→ **INSTRUCTIONS FOR THE TASK**
From the entries, return every line where the string "roads" shows up.
==*==
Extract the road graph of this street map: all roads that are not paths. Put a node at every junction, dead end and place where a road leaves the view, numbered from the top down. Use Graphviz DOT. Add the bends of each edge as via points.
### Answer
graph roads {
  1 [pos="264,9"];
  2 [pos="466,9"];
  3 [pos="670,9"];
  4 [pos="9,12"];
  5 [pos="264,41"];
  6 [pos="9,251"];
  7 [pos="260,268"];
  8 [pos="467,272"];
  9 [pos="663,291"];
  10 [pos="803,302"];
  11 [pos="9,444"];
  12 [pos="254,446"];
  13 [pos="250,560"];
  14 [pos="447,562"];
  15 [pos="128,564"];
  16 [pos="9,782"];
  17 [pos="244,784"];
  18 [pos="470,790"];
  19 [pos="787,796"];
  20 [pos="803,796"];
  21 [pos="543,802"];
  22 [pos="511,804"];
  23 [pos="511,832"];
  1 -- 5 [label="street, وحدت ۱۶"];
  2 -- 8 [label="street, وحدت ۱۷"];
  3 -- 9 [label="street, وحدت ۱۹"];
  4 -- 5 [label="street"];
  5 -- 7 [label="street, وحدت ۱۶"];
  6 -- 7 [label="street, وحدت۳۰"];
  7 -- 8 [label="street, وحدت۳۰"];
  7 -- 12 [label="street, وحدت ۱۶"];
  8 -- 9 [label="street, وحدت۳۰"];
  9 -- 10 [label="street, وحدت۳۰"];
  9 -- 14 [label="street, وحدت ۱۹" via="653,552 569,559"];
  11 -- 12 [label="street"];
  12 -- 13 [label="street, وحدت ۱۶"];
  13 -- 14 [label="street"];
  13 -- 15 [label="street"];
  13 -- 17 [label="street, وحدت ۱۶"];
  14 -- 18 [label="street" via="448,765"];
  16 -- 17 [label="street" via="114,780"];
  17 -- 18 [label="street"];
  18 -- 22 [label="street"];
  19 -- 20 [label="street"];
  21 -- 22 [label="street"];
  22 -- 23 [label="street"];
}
==*==
→ **ANSWER BOX**
Extract the road graph of this street map: all roads that are not paths. Put a node at every junction, dead end and place where a road leaves the view, numbered from the top down. Use Graphviz DOT. Add the bends of each edge as via points.
graph roads {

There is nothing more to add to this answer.